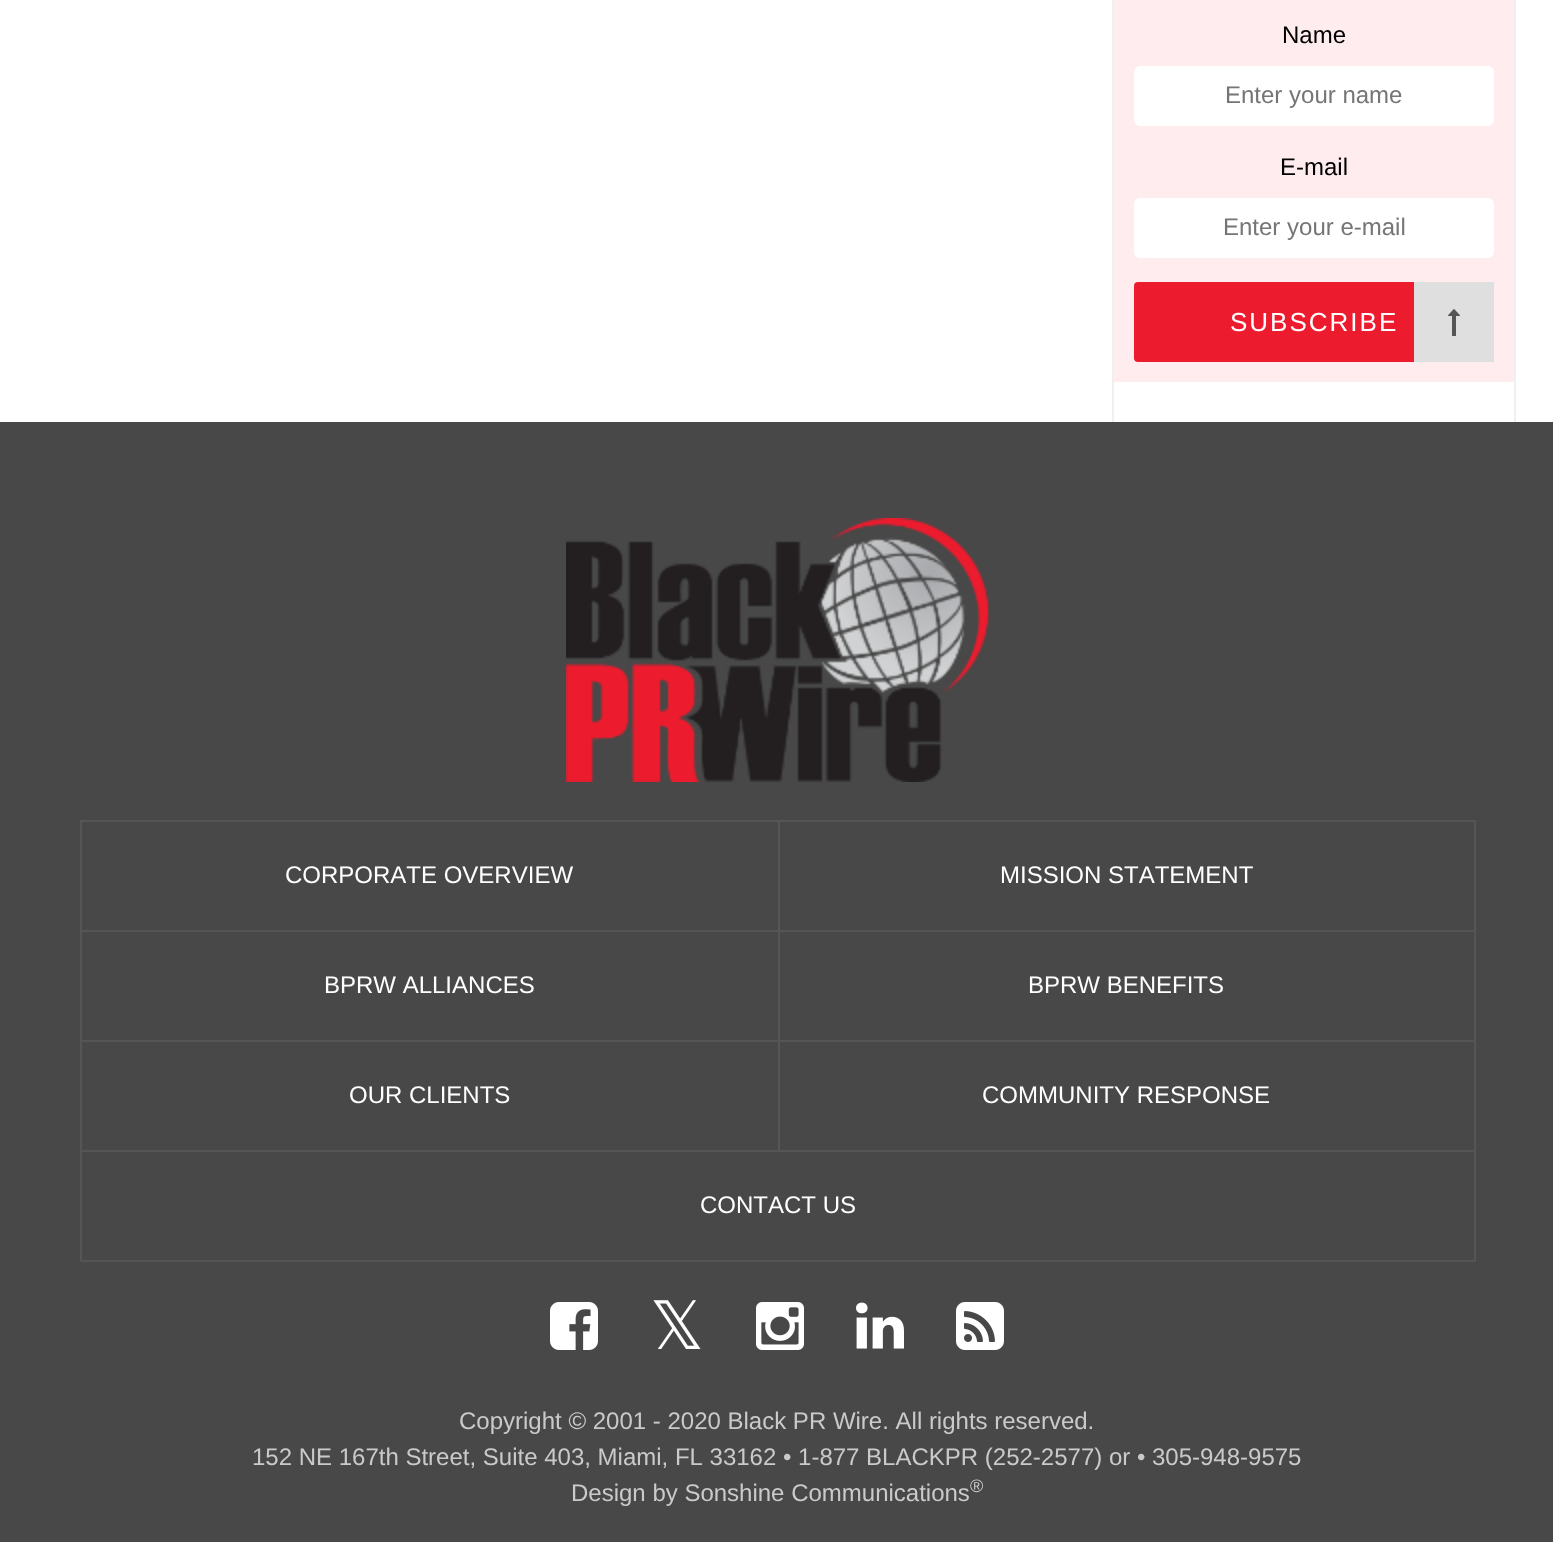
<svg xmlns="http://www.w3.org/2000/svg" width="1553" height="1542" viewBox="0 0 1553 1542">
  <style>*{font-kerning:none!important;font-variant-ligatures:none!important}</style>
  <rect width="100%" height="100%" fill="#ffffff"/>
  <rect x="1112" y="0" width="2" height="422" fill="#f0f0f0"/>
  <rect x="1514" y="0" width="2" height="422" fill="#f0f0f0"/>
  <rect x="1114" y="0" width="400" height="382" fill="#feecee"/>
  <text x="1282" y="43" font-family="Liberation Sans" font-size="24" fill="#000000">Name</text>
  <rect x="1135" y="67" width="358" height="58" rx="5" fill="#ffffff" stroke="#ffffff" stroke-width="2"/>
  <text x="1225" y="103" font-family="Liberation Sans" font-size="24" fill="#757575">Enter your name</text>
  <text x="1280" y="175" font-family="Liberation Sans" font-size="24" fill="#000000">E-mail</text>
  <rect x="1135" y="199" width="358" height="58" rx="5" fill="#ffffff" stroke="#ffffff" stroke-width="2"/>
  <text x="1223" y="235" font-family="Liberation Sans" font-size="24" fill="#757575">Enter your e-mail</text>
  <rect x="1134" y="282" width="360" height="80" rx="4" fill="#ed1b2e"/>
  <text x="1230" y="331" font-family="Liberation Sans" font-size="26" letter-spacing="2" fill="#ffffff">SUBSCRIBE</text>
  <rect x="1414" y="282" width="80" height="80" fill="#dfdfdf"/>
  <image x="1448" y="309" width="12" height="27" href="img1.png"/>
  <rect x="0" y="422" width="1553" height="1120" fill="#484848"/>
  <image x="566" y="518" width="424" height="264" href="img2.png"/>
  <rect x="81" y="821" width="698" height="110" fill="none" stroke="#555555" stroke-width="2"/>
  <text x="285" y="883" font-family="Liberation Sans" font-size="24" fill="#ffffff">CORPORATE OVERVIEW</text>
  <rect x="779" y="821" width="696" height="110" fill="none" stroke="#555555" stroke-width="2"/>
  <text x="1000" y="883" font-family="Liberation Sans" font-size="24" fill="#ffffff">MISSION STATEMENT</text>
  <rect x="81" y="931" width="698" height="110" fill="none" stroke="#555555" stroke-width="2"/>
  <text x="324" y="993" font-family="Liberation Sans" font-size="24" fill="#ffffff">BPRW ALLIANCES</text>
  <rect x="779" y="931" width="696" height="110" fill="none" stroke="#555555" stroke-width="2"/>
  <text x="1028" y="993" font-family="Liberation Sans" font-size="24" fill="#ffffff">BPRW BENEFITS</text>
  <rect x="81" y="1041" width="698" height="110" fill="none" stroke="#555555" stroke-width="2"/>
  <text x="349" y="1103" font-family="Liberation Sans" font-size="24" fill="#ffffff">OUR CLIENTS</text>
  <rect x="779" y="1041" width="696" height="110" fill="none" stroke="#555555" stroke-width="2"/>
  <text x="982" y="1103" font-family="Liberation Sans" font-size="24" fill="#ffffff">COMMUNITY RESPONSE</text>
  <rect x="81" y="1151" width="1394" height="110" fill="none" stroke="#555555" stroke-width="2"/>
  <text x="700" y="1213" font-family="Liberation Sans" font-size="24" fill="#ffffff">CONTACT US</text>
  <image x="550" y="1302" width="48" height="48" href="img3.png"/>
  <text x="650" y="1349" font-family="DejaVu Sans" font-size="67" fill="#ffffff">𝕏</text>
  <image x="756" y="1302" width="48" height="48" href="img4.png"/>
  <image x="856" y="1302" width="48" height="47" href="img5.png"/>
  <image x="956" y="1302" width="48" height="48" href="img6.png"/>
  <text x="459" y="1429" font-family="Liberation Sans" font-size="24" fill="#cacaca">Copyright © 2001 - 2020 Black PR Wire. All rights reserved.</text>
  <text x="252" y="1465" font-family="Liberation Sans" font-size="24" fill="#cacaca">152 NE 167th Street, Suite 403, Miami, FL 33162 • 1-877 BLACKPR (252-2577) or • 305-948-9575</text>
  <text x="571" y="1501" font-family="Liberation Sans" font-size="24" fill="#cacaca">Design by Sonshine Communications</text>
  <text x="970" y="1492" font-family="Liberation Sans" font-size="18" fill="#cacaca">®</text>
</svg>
########################################
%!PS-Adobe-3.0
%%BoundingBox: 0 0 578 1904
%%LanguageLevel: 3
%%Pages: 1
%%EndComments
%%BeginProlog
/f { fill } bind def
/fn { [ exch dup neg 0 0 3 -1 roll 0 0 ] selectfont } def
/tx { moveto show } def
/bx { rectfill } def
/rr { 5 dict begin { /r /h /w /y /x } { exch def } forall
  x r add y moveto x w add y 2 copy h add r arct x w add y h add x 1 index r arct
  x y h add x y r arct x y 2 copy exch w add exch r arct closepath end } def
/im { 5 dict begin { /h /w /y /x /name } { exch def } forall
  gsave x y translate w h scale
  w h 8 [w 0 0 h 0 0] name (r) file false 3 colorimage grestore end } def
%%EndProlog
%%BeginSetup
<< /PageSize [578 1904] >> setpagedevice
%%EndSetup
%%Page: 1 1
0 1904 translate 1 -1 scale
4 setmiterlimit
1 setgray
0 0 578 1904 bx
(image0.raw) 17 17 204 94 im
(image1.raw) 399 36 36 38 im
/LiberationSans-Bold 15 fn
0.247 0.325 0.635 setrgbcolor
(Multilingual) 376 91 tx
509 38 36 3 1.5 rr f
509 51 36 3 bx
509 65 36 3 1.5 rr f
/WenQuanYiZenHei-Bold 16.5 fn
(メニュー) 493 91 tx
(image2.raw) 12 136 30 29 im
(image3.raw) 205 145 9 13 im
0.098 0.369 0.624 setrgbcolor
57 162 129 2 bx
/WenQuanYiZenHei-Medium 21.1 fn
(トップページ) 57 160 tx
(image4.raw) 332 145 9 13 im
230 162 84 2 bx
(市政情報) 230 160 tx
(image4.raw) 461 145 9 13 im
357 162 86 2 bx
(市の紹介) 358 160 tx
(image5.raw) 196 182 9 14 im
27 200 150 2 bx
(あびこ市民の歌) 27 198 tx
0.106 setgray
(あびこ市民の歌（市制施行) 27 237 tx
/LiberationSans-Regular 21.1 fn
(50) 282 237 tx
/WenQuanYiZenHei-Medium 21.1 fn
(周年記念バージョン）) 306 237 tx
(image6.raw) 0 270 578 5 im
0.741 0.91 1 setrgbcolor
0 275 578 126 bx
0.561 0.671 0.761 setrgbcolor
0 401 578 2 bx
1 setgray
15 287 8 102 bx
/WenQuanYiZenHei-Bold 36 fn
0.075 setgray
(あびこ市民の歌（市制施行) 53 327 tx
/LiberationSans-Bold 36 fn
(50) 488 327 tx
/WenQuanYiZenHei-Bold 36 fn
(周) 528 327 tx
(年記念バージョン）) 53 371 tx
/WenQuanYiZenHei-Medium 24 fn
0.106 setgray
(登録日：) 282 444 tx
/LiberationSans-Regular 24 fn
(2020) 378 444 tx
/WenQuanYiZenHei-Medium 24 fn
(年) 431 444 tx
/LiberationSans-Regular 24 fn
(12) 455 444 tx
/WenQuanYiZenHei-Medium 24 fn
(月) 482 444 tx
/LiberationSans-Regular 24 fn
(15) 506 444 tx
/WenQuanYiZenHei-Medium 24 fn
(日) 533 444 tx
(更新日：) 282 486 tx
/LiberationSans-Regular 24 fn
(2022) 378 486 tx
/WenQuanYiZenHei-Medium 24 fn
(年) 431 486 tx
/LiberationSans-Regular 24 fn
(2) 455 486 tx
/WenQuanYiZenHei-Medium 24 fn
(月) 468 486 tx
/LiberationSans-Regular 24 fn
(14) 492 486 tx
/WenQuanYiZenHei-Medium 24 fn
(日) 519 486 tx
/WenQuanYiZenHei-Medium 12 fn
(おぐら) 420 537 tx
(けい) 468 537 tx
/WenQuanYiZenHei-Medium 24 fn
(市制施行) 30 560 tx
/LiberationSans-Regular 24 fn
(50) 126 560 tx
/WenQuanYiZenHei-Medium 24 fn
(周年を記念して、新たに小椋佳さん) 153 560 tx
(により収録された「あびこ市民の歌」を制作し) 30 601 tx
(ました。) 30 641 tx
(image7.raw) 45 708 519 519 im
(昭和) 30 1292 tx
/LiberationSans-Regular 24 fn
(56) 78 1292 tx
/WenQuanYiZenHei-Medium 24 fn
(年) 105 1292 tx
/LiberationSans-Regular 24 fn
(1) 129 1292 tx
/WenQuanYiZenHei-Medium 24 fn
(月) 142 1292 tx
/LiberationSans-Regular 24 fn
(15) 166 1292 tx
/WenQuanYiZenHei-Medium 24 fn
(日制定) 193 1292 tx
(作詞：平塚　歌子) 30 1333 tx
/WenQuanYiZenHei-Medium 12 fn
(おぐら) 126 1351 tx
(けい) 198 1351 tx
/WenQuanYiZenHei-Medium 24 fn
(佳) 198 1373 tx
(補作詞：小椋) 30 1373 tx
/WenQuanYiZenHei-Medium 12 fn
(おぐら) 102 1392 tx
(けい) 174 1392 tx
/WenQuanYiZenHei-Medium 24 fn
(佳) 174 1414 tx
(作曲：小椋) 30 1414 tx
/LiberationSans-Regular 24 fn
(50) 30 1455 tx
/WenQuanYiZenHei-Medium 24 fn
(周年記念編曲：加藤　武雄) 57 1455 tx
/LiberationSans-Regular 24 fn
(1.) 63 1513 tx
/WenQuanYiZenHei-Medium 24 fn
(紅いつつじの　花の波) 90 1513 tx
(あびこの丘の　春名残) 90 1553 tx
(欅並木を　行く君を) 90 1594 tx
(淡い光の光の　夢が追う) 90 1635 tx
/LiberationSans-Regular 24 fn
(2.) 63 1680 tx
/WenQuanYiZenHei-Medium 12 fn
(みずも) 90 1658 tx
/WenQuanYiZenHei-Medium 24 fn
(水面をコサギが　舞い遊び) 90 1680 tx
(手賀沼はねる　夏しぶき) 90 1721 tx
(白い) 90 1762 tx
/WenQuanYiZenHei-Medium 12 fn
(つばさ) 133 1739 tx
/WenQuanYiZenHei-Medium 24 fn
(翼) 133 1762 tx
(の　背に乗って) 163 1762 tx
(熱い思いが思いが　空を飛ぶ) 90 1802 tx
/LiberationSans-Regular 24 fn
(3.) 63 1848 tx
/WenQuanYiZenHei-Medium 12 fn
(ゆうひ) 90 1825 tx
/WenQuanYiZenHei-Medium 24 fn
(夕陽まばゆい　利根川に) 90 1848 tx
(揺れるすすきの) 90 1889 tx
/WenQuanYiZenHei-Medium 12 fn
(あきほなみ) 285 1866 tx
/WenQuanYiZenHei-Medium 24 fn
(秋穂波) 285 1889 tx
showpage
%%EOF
########################################
WORK INSTRUCTION. Provide the number of lines in the entries above on which the string "translate" is found, and no other text.

ANSWER SECTION. 2